Voters in the The Village Voice Pazz & Jop poll are encouraged but not required to send in commentary to be printed along with the survey's results and a few other essays. As I mentioned here the other day, my one-sentence take on neighbor Kanye made it to print this year. Below are the rest of the comments I submitted that were not published. The M.I.A. bit is the only part I recycled in my best-of piece.
Welcome to Hoboken! Apparently you've been here in the neighborhood for a couple years, but the papers on this side of the river are kind of slow to pick up on this sort of thing, and the national media's in denial that the most critically acclaimed artist of the past two years is a Hoboken resident. Haven't run into you yet at Maxwell's or any of the fine local Italian delis, but I guess you've been pretty busy. Listen, when you get around to making Unmatriculated, Provost's Pet, or whatever you're calling your third album, might I suggest you look to your adopted hometown for inspiration. Stand up for us underdogs, the much maligned "bridge and tunnel" crowd who keep the great big island city afloat, and who Manhattanites care about roughly as much as George Bush cares about black people. You are one of us now; don't misrepresent.
Artistic merits aside, feminism is in serious trouble if Common and Kanye are congratulated for saying "bitch" but not "ho."
I had to leave M.I.A. off my top 10 because I don't trust the fact that I like her. Not because she isn't great; she clearly is. But as someone who's not big on hip-hop most years, doesn't dig much "world" music, and can't stand dancehall reggae, I'm awfully suspicious that I could like an album that fuses all three. Sometimes the most restrictive stereotypes are the ones we give ourselves.
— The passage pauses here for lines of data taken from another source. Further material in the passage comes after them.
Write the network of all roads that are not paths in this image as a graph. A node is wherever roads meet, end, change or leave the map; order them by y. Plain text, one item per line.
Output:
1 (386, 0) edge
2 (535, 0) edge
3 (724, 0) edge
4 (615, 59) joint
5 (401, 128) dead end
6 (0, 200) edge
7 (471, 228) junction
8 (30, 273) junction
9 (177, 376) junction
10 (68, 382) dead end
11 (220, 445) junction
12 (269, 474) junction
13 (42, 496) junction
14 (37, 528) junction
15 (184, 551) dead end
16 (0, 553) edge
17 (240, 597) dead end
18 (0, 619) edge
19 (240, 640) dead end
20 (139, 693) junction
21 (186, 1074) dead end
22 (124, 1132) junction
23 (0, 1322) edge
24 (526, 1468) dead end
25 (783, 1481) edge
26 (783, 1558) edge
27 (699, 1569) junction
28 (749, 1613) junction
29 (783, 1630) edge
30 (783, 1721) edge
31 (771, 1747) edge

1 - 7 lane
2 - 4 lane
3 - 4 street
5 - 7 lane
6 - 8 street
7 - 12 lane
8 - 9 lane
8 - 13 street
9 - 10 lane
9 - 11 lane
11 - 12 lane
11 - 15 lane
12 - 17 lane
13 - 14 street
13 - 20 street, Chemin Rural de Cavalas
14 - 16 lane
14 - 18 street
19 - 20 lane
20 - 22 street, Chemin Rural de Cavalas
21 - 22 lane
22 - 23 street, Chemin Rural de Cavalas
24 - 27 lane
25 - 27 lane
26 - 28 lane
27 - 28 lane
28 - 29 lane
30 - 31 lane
If I point out that Clap Your Hands Say Yeah are merely ok, do I have to shut down my blog?
When I saw not one but two young black male singing hopefuls croon "Ordinary People" in separate sets at a randomly selected Amateur Night at The Apollo in June, the song already sounded so classic that it was hard to imagine a time when it hadn't existed. When my world was rocked at that same venue two months later in a political benefit where Stevie Wonder showed he's lost none of his charm and almost none of his voice, part of me almost hoped he'd do the song too. If Stevie's new album had even one song half as good as this, I might have listened to it more than once so far.
For those of us too young to understand disco the first time around, and too busy listening to Corey Hart to "get" new wave in its heyday, James Murphy creates magical mystery hybrids of epic dancehall importance.
This year The New Pornographers benefitted from "makeup syndrome," in which the critical herd, not unlike Grammy or Oscar voters, compensates for ignoring an artist's vital, early work by overly praising later, lesser efforts. It's regrettable, but we've all done it, and it couldn't have happened to a nicer band.
"Finding Out True Love Is Blind" is just rude enough to be dangerous and just silly enough not to be threatening. Wait, that doesn't make any sense. Why did I vote for it again? Oh yeah, it rocks--something not many other rock bands heard by anything close to a mainstream audience did this year.
Art Brut: because Art Teen Spirit smelled too much like Nirvana.